** Opening Data for this exercise block **

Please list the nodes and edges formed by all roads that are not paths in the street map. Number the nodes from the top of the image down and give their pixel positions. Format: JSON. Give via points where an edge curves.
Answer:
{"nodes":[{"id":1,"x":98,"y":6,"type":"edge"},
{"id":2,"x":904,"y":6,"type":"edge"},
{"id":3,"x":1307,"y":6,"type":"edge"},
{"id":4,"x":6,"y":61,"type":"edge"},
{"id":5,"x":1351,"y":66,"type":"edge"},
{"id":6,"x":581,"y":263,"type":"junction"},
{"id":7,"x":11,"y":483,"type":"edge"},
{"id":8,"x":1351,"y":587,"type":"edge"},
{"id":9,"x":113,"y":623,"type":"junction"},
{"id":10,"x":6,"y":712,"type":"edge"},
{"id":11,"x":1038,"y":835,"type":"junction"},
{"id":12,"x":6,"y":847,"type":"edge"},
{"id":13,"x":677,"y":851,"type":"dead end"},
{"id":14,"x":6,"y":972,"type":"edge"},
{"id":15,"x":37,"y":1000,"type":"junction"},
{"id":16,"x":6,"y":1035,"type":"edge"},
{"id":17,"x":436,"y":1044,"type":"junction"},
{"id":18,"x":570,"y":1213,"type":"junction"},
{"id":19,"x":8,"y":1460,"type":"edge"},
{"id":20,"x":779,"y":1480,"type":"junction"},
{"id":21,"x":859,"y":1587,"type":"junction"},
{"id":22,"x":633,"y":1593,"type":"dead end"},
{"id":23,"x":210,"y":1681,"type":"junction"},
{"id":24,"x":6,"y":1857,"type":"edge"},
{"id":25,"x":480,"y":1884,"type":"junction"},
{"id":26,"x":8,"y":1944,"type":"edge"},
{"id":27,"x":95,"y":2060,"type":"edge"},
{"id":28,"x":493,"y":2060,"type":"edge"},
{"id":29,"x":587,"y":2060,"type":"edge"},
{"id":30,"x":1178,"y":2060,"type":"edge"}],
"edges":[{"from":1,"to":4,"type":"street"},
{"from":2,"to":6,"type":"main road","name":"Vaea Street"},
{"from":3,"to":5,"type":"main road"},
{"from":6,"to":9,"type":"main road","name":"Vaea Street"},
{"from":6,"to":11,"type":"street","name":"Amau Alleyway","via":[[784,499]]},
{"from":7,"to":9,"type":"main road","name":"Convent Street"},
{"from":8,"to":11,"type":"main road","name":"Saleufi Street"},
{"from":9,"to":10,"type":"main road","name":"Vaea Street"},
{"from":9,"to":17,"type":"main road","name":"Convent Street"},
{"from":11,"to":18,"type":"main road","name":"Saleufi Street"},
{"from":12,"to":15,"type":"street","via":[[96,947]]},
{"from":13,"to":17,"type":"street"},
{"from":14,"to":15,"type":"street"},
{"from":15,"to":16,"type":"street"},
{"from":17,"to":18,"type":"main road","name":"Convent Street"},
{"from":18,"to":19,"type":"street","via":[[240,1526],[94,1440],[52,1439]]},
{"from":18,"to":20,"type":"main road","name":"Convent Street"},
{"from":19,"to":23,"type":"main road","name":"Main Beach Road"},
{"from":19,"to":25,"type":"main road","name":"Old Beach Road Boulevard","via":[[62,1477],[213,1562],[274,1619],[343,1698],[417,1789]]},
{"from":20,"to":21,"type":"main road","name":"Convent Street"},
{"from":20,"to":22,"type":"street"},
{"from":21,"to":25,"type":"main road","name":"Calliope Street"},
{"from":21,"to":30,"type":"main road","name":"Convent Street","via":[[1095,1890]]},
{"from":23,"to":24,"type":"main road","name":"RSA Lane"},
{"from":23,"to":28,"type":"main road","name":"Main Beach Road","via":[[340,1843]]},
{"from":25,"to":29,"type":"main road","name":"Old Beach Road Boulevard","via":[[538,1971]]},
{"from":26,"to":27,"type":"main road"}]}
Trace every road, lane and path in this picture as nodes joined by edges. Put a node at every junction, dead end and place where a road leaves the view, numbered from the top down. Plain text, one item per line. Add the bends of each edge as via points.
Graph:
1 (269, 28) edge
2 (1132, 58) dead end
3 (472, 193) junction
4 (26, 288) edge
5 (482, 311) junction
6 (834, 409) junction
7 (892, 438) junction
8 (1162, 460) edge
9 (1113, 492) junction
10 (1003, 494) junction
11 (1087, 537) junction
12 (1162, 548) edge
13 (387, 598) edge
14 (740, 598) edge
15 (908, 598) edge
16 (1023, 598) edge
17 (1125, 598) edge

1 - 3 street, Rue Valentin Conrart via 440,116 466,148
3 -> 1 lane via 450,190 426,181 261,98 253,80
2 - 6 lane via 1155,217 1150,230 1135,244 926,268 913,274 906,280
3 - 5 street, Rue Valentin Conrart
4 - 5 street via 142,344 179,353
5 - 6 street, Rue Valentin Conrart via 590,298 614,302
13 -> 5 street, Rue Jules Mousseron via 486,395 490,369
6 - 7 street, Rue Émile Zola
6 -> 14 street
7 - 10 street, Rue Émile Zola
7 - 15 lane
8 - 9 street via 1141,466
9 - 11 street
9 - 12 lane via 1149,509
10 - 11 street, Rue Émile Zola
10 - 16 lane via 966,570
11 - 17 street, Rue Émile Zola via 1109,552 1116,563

** Closing Data for this exercise block **

Goal of the exercise: Go through the listing above and set down each line exactly as it stands.

Task result:
Please list the nodes and edges formed by all roads that are not paths in the street map. Number the nodes from the top of the image down and give their pixel positions. Format: JSON. Give via points where an edge curves.
Answer:
{"nodes":[{"id":1,"x":98,"y":6,"type":"edge"},
{"id":2,"x":904,"y":6,"type":"edge"},
{"id":3,"x":1307,"y":6,"type":"edge"},
{"id":4,"x":6,"y":61,"type":"edge"},
{"id":5,"x":1351,"y":66,"type":"edge"},
{"id":6,"x":581,"y":263,"type":"junction"},
{"id":7,"x":11,"y":483,"type":"edge"},
{"id":8,"x":1351,"y":587,"type":"edge"},
{"id":9,"x":113,"y":623,"type":"junction"},
{"id":10,"x":6,"y":712,"type":"edge"},
{"id":11,"x":1038,"y":835,"type":"junction"},
{"id":12,"x":6,"y":847,"type":"edge"},
{"id":13,"x":677,"y":851,"type":"dead end"},
{"id":14,"x":6,"y":972,"type":"edge"},
{"id":15,"x":37,"y":1000,"type":"junction"},
{"id":16,"x":6,"y":1035,"type":"edge"},
{"id":17,"x":436,"y":1044,"type":"junction"},
{"id":18,"x":570,"y":1213,"type":"junction"},
{"id":19,"x":8,"y":1460,"type":"edge"},
{"id":20,"x":779,"y":1480,"type":"junction"},
{"id":21,"x":859,"y":1587,"type":"junction"},
{"id":22,"x":633,"y":1593,"type":"dead end"},
{"id":23,"x":210,"y":1681,"type":"junction"},
{"id":24,"x":6,"y":1857,"type":"edge"},
{"id":25,"x":480,"y":1884,"type":"junction"},
{"id":26,"x":8,"y":1944,"type":"edge"},
{"id":27,"x":95,"y":2060,"type":"edge"},
{"id":28,"x":493,"y":2060,"type":"edge"},
{"id":29,"x":587,"y":2060,"type":"edge"},
{"id":30,"x":1178,"y":2060,"type":"edge"}],
"edges":[{"from":1,"to":4,"type":"street"},
{"from":2,"to":6,"type":"main road","name":"Vaea Street"},
{"from":3,"to":5,"type":"main road"},
{"from":6,"to":9,"type":"main road","name":"Vaea Street"},
{"from":6,"to":11,"type":"street","name":"Amau Alleyway","via":[[784,499]]},
{"from":7,"to":9,"type":"main road","name":"Convent Street"},
{"from":8,"to":11,"type":"main road","name":"Saleufi Street"},
{"from":9,"to":10,"type":"main road","name":"Vaea Street"},
{"from":9,"to":17,"type":"main road","name":"Convent Street"},
{"from":11,"to":18,"type":"main road","name":"Saleufi Street"},
{"from":12,"to":15,"type":"street","via":[[96,947]]},
{"from":13,"to":17,"type":"street"},
{"from":14,"to":15,"type":"street"},
{"from":15,"to":16,"type":"street"},
{"from":17,"to":18,"type":"main road","name":"Convent Street"},
{"from":18,"to":19,"type":"street","via":[[240,1526],[94,1440],[52,1439]]},
{"from":18,"to":20,"type":"main road","name":"Convent Street"},
{"from":19,"to":23,"type":"main road","name":"Main Beach Road"},
{"from":19,"to":25,"type":"main road","name":"Old Beach Road Boulevard","via":[[62,1477],[213,1562],[274,1619],[343,1698],[417,1789]]},
{"from":20,"to":21,"type":"main road","name":"Convent Street"},
{"from":20,"to":22,"type":"street"},
{"from":21,"to":25,"type":"main road","name":"Calliope Street"},
{"from":21,"to":30,"type":"main road","name":"Convent Street","via":[[1095,1890]]},
{"from":23,"to":24,"type":"main road","name":"RSA Lane"},
{"from":23,"to":28,"type":"main road","name":"Main Beach Road","via":[[340,1843]]},
{"from":25,"to":29,"type":"main road","name":"Old Beach Road Boulevard","via":[[538,1971]]},
{"from":26,"to":27,"type":"main road"}]}
Trace every road, lane and path in this picture as nodes joined by edges. Put a node at every junction, dead end and place where a road leaves the view, numbered from the top down. Plain text, one item per line. Add the bends of each edge as via points.
Graph:
1 (269, 28) edge
2 (1132, 58) dead end
3 (472, 193) junction
4 (26, 288) edge
5 (482, 311) junction
6 (834, 409) junction
7 (892, 438) junction
8 (1162, 460) edge
9 (1113, 492) junction
10 (1003, 494) junction
11 (1087, 537) junction
12 (1162, 548) edge
13 (387, 598) edge
14 (740, 598) edge
15 (908, 598) edge
16 (1023, 598) edge
17 (1125, 598) edge

1 - 3 street, Rue Valentin Conrart via 440,116 466,148
3 -> 1 lane via 450,190 426,181 261,98 253,80
2 - 6 lane via 1155,217 1150,230 1135,244 926,268 913,274 906,280
3 - 5 street, Rue Valentin Conrart
4 - 5 street via 142,344 179,353
5 - 6 street, Rue Valentin Conrart via 590,298 614,302
13 -> 5 street, Rue Jules Mousseron via 486,395 490,369
6 - 7 street, Rue Émile Zola
6 -> 14 street
7 - 10 street, Rue Émile Zola
7 - 15 lane
8 - 9 street via 1141,466
9 - 11 street
9 - 12 lane via 1149,509
10 - 11 street, Rue Émile Zola
10 - 16 lane via 966,570
11 - 17 street, Rue Émile Zola via 1109,552 1116,563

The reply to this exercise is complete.